Con la fiducia posta oggi dal governo al Senato sul ddl scuola, continua l’approccio risoluto dell’esecutivo per realizzare le riforme strutturali: Job Acts, riforma costituzionale, Italicum ossia legge elettorale. Scavalcare le commissioni e frantumare ulteriormente il Pd su una materia delicata come la riforma della scuola e con tutte le accelerazioni del caso, con la giustificazione di iniziare regolarmente l’anno scolastico a settembre, fanno venire il dubbio che ci sia dell’altro. E il fatto che a chi gli chiedeva un commento sulla fuoriuscita di Stefano Fassina dal gruppo del Pd alla Camera, il portavoce e vice-segretario del Pd Lorenzo Guerini ha risposto: “Spero che non lo seguano altri”, è molto significativo.
La comunicazione del governo fatica a dire chiaramente il perché delle riforme. Messi in ordine i conti, servono le riforme strutturali. Il Job Acts serve per fare ripartire lavoro e investimenti (ciò che fece il cancelliere socialdemocratico tedesco Gerhard Schröder, spianando la strada alla crescita della Germania di Angela Merkel).
La riforma della Costituzione e quella elettorale servono a determinare un partito e/o un’alleanza forte di governo e ad approvare velocemente le leggi. Perché approvare in fretta, ponendo la fiducia al Senato, le sole linee guide (poteri ai presidi, slittamento del “concorsone”, assunzione dei precari) della riforma della scuola?
I limiti e talvolta la mancanza di spiegazione delle riforme creano un clima disordinato e incerto. In Italia c’è storicamente una sorta di pudore buonista/catto-comunista nel giustificare azioni risolute. Ieri il presidente del Consiglio, parlando al Senato in vista del vertice di oggi a Bruxelles dei Capi di Stato e di Governo, dicendo la cosa più naturale e ovvia (“Il rimpatrio di coloro cui non spetta l’accoglienza, non è tabù”) si è quasi scusato.

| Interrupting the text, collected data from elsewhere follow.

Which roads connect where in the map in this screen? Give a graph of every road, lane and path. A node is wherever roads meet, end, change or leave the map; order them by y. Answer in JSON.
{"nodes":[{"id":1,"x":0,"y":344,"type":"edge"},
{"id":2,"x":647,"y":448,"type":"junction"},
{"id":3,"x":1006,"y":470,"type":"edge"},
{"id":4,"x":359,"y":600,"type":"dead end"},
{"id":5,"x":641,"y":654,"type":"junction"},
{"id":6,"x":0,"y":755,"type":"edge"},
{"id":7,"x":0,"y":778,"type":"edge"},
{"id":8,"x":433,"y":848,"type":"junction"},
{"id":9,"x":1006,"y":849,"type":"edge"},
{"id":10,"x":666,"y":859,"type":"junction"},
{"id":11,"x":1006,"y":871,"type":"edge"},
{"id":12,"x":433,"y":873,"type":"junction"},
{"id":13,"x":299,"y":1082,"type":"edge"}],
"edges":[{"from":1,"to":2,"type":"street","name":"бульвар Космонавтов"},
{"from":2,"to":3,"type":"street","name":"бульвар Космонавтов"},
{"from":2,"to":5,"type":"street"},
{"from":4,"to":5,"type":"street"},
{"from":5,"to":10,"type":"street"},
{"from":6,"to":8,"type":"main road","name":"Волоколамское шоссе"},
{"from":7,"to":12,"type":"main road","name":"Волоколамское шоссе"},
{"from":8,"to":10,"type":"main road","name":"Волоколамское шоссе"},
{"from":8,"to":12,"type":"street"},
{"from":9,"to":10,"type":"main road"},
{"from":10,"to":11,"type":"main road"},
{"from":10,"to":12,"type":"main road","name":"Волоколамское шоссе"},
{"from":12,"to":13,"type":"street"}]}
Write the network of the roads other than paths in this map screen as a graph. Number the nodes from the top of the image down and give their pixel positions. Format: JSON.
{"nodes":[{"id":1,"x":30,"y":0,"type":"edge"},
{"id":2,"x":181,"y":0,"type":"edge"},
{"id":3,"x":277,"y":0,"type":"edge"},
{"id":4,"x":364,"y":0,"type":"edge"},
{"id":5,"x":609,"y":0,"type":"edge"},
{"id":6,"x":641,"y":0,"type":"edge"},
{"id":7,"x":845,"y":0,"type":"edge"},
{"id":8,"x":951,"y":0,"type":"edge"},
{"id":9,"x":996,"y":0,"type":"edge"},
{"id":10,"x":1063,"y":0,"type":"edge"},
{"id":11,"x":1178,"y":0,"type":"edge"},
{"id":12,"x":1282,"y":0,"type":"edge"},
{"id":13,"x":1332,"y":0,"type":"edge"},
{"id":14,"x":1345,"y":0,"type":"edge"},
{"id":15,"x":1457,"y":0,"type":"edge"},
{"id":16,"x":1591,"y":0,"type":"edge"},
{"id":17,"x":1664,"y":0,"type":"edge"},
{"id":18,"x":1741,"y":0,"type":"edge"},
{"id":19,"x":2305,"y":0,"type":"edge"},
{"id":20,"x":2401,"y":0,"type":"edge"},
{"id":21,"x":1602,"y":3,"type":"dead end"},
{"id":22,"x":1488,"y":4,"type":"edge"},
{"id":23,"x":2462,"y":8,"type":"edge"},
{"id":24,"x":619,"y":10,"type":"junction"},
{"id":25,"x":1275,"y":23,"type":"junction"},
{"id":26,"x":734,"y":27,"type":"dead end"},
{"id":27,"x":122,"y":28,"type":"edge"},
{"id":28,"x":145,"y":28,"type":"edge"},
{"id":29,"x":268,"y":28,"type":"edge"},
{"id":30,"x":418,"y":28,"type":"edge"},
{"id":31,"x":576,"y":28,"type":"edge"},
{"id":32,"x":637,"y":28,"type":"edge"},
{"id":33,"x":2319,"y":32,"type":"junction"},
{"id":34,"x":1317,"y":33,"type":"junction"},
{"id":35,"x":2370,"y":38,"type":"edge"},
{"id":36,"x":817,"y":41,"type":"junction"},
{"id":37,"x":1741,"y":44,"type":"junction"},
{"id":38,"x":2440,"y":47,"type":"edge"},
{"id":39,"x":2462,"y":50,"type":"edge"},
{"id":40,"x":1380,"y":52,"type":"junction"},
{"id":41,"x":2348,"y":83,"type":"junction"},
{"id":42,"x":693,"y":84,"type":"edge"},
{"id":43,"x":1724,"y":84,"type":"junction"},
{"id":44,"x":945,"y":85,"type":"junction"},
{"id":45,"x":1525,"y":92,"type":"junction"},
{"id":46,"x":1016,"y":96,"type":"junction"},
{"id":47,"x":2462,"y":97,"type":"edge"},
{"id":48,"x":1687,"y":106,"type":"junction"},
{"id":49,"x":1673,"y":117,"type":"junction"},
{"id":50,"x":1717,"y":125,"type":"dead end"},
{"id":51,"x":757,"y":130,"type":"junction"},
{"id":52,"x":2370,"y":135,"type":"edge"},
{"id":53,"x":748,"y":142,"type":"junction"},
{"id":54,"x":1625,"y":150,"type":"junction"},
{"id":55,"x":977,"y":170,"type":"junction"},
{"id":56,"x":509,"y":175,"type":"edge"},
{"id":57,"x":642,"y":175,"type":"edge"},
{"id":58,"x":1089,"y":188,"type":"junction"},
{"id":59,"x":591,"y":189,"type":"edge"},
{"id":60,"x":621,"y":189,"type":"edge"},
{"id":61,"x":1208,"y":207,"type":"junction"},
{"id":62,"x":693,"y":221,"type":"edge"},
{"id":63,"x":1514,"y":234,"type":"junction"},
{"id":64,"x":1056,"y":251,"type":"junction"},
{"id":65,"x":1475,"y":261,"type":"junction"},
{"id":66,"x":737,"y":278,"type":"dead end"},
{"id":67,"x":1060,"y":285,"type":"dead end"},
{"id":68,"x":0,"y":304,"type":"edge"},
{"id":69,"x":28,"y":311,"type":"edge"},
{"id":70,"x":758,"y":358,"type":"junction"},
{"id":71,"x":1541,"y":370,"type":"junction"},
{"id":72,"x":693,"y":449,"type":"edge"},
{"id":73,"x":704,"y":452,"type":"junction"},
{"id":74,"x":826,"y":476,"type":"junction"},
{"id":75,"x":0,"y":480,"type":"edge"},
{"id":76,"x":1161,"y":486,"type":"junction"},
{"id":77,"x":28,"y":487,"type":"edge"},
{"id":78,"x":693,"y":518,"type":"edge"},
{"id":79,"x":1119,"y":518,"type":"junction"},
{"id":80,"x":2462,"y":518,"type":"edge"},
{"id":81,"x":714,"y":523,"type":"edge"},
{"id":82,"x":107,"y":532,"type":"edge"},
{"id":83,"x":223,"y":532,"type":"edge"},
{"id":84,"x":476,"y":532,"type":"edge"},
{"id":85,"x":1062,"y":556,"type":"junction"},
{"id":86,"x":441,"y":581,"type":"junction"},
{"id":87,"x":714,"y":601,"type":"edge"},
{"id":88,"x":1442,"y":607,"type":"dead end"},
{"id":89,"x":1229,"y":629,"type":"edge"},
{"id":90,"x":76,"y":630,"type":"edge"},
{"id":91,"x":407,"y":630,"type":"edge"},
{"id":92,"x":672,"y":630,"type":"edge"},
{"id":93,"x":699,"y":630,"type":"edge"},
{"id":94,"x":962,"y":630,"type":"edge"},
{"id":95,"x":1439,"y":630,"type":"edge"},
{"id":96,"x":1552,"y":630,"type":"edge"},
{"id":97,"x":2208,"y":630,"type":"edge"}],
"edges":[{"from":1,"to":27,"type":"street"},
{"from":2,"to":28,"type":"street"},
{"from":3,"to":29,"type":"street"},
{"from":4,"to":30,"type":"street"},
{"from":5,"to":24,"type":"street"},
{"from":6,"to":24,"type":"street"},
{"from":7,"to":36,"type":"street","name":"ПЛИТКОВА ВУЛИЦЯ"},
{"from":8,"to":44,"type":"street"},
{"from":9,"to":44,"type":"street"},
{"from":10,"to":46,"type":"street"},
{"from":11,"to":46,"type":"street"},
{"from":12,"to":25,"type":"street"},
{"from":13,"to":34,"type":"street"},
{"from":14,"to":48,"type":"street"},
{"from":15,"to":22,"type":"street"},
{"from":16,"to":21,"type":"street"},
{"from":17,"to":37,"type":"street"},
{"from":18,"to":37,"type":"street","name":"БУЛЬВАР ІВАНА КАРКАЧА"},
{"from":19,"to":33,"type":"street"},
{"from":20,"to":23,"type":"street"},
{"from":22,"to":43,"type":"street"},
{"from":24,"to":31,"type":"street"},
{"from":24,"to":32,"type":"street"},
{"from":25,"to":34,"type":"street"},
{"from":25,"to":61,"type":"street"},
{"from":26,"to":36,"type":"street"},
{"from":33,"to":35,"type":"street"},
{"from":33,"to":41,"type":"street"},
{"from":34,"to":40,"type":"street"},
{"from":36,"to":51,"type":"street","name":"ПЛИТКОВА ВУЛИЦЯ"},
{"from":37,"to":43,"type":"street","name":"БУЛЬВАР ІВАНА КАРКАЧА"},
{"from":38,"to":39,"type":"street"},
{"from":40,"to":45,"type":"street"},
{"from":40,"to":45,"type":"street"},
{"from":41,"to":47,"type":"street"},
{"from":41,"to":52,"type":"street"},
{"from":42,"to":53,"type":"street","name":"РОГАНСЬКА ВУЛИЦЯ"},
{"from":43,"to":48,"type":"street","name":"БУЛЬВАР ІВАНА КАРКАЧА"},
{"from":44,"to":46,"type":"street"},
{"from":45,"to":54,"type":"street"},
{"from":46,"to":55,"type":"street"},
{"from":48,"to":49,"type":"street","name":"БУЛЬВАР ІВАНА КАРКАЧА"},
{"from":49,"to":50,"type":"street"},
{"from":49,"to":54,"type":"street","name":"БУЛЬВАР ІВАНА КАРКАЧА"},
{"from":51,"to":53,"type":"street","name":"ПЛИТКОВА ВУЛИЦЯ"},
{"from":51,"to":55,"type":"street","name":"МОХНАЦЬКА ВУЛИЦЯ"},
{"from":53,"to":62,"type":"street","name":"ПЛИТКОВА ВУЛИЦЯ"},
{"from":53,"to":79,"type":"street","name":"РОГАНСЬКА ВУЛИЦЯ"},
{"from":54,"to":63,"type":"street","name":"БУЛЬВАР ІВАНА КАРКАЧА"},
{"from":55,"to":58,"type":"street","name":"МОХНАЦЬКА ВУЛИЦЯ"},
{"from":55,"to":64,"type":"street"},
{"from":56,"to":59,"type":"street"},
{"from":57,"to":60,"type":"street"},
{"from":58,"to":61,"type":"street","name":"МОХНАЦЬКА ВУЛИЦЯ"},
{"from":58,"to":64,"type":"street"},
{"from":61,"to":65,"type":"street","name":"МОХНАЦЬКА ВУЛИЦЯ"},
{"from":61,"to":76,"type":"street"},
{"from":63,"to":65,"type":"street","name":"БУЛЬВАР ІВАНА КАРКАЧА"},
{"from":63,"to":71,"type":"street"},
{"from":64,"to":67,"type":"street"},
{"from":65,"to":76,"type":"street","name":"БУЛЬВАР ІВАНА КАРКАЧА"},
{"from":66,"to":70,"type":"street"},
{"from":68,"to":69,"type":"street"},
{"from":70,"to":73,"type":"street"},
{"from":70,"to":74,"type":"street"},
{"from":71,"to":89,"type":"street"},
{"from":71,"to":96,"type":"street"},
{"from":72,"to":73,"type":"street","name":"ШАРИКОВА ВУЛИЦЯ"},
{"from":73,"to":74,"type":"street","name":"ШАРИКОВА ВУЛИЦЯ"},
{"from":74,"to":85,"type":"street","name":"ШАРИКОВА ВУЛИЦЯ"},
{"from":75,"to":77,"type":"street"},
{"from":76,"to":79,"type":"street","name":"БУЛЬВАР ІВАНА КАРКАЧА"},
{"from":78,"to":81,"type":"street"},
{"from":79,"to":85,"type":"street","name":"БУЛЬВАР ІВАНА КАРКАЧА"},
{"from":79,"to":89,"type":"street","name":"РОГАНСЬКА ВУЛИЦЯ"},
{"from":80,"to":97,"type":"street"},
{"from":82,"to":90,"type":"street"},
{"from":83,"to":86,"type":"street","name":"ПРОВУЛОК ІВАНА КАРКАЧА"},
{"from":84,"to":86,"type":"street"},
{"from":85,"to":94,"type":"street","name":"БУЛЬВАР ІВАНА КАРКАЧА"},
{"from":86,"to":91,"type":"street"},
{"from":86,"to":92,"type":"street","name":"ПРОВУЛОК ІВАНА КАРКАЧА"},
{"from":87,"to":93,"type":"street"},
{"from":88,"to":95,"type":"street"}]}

Margaret Thatcher, primo ministro inglese conservatore dal 1979 al 1990, nel congresso di partito in cui propugnava la guerra delle Falkland (1982) contro l’Argentina fece campeggiare un cartello dietro il palco: “The resolute approach”. In politica serve chiarezza. Così in politica economica era chiaro che la scelta della Lady di ferro era quella del liberismo.
Per stare in Europa, perché l’Italia sia un Paese competitivo, le riforme strutturali occorrono. Sta a chi fa queste riforme spiegarne il perché. Spiegare anche quando possono dirsi di destra e quando di sinistra. Anzi, spiegare che cosa significa essere di destra e di sinistra.